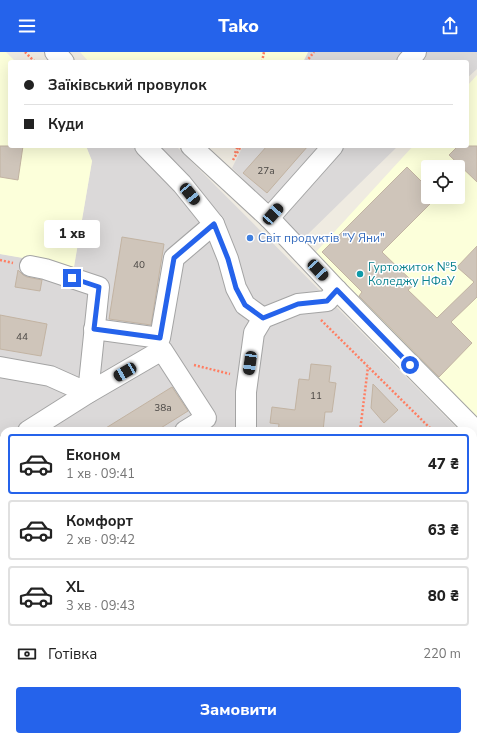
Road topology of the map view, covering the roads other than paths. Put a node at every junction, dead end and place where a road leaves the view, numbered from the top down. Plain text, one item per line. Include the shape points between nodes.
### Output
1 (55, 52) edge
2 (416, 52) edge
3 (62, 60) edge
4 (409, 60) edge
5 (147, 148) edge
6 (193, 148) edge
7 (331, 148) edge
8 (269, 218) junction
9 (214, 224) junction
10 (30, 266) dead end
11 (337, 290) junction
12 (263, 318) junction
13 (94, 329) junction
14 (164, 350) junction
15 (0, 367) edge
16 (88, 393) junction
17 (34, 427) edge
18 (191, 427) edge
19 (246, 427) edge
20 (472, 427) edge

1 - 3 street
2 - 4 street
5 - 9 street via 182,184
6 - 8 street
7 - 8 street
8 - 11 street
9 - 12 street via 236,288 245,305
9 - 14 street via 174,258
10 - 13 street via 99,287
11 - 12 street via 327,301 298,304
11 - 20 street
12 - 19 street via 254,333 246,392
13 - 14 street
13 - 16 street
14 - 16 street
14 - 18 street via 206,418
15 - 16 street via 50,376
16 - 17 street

--

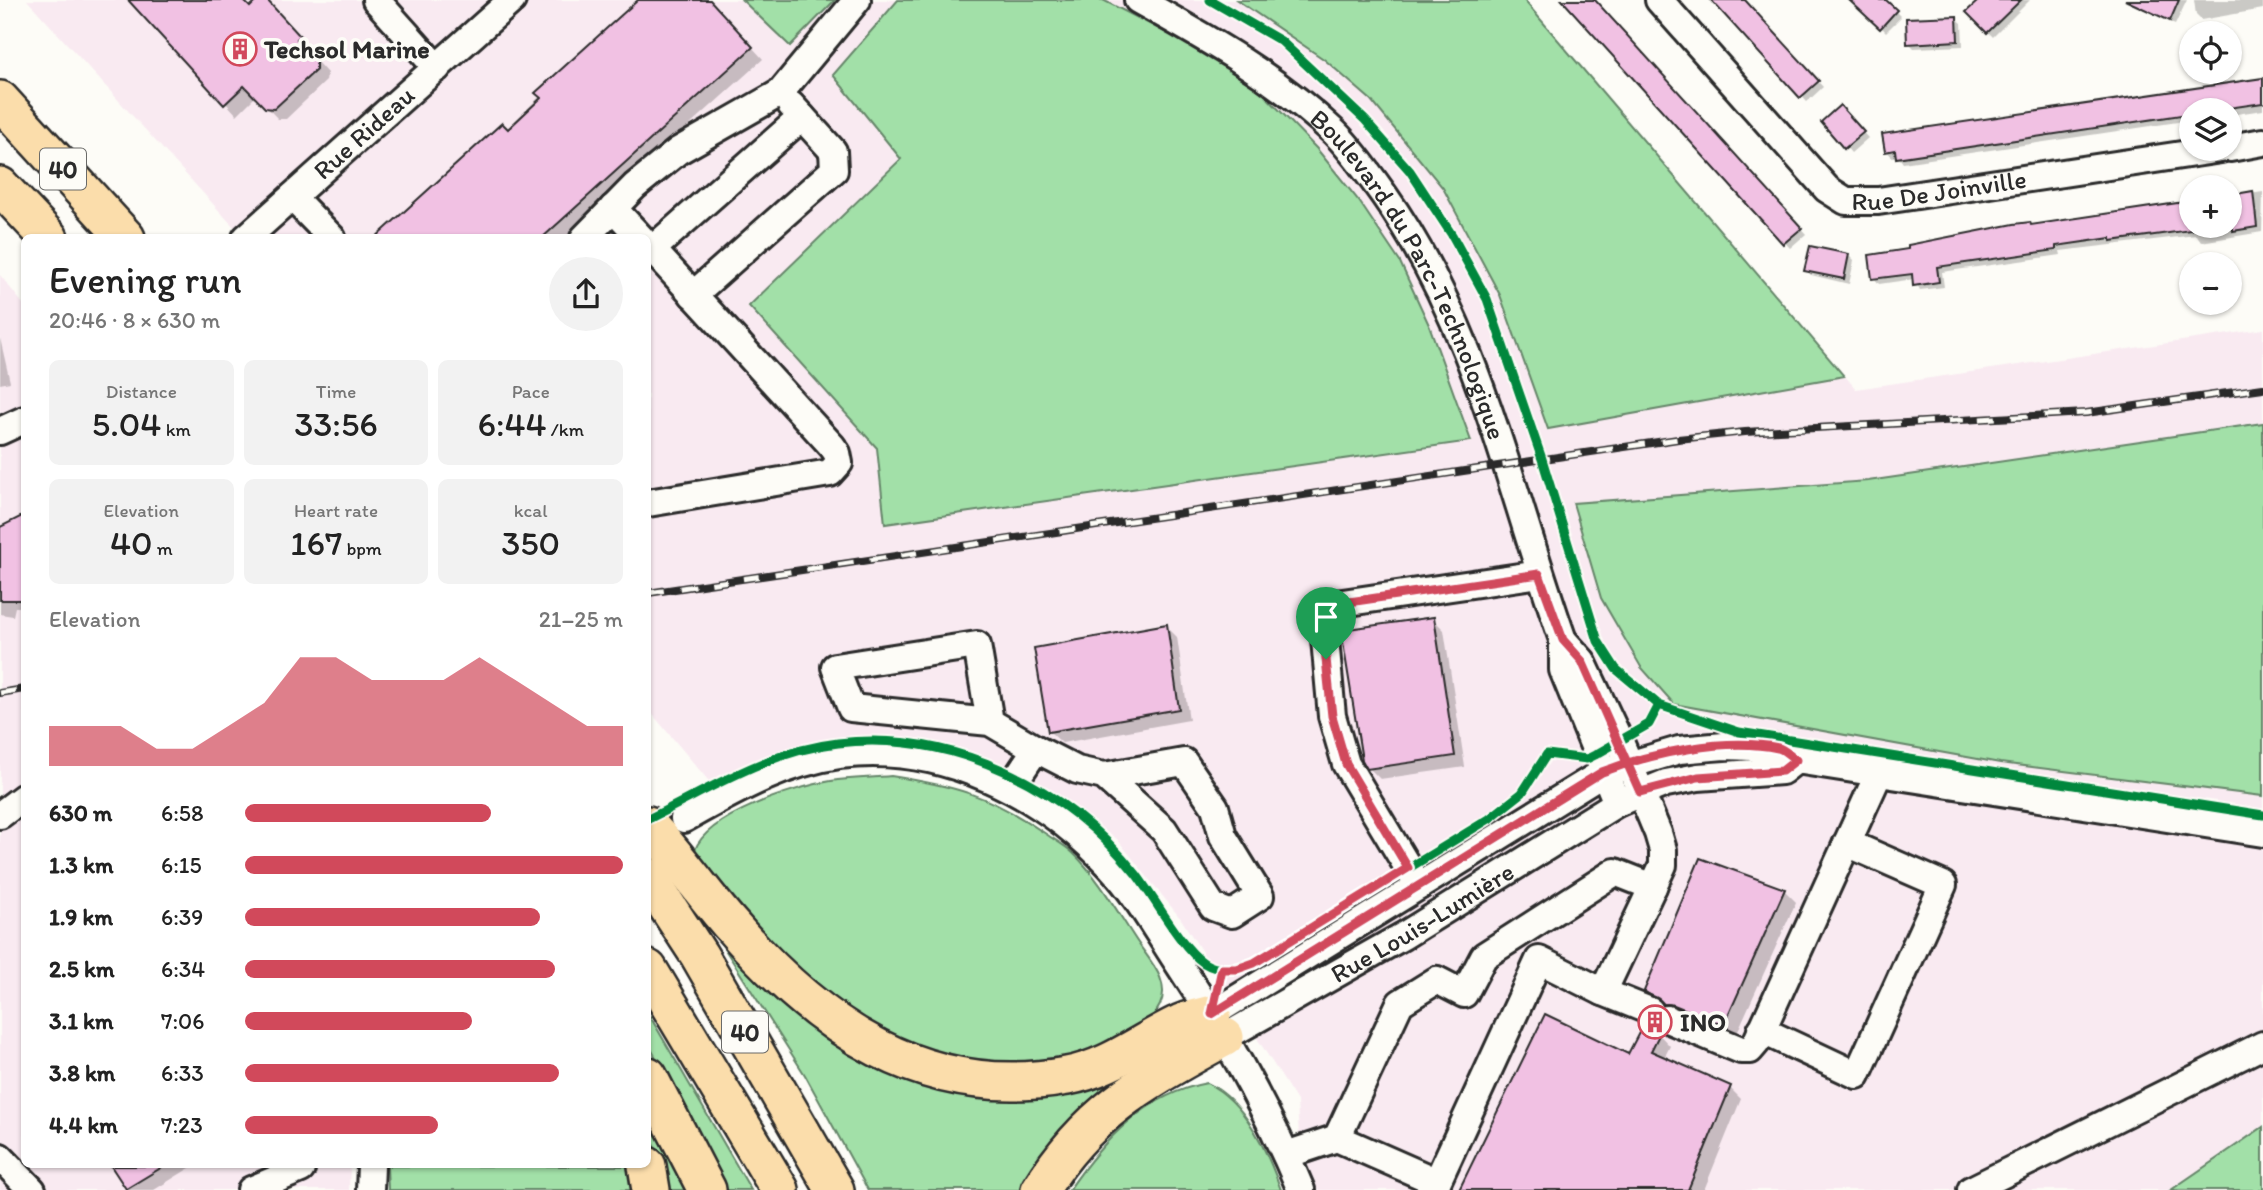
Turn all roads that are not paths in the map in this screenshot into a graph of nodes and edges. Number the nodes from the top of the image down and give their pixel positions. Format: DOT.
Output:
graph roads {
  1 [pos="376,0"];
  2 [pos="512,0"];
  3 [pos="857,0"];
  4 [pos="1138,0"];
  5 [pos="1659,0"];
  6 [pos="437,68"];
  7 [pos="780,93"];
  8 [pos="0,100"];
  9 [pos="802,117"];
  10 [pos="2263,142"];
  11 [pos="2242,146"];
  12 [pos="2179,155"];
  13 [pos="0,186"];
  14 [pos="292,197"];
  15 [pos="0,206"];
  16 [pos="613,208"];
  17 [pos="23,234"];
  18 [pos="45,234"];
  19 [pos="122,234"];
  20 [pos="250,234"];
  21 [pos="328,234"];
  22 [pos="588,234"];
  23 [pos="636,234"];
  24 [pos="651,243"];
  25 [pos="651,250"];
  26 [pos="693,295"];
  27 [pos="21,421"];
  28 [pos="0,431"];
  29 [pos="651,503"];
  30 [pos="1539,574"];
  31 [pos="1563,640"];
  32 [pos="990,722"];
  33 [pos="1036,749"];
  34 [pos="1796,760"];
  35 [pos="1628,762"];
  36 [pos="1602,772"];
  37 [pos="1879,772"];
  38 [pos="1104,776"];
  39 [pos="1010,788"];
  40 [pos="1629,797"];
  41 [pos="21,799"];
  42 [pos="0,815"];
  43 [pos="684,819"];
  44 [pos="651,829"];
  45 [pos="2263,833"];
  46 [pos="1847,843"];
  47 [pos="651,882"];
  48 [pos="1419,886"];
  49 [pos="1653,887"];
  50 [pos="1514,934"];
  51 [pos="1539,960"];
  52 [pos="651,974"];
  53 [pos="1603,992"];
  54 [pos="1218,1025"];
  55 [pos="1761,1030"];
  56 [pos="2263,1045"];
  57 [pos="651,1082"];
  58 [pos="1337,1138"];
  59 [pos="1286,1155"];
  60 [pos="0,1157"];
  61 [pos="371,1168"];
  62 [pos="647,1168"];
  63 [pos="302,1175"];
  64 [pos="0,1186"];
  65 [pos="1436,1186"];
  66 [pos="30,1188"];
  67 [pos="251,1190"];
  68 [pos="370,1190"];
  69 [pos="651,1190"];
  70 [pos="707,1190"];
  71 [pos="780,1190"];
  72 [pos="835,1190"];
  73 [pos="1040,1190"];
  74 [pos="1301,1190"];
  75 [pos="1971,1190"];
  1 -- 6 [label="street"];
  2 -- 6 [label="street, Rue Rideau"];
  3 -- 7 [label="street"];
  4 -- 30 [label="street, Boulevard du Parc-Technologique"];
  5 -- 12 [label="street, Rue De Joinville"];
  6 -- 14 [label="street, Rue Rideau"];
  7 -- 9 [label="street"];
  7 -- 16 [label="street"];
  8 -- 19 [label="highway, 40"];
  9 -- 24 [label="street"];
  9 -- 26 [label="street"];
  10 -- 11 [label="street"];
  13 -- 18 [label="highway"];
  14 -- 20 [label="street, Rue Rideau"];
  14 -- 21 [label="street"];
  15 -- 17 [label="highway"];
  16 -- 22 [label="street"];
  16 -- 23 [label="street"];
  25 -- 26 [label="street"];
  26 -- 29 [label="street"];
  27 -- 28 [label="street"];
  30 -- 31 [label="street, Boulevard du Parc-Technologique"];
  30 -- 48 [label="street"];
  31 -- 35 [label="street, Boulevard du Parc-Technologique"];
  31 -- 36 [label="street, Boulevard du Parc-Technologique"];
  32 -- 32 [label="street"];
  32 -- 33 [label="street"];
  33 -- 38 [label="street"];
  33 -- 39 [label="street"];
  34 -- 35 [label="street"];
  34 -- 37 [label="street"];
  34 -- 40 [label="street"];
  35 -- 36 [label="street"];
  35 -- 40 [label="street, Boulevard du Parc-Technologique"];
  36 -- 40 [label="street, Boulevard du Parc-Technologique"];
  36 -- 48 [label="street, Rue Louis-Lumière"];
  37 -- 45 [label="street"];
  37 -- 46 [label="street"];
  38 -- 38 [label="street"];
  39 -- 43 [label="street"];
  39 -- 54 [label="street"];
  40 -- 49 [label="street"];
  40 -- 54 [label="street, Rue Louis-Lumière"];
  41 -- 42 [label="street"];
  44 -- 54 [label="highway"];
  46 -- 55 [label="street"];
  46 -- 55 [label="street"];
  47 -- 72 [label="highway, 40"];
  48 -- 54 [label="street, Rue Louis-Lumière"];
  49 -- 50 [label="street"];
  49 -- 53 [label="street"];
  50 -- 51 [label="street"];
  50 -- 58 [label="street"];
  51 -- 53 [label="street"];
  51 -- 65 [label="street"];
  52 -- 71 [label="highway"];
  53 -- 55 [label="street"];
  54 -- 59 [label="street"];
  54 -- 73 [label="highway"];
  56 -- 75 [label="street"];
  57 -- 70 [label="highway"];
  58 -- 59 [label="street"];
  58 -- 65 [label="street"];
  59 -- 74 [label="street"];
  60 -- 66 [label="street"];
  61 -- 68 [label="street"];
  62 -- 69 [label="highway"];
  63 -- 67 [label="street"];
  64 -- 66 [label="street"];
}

Instructions to follow
When a line among the entries contains "from", pull that line out.

Your response
Road topology of the map view, covering the roads other than paths. Put a node at every junction, dead end and place where a road leaves the view, numbered from the top down. Plain text, one item per line. Include the shape points between nodes.
Turn all roads that are not paths in the map in this screenshot into a graph of nodes and edges. Number the nodes from the top of the image down and give their pixel positions. Format: DOT.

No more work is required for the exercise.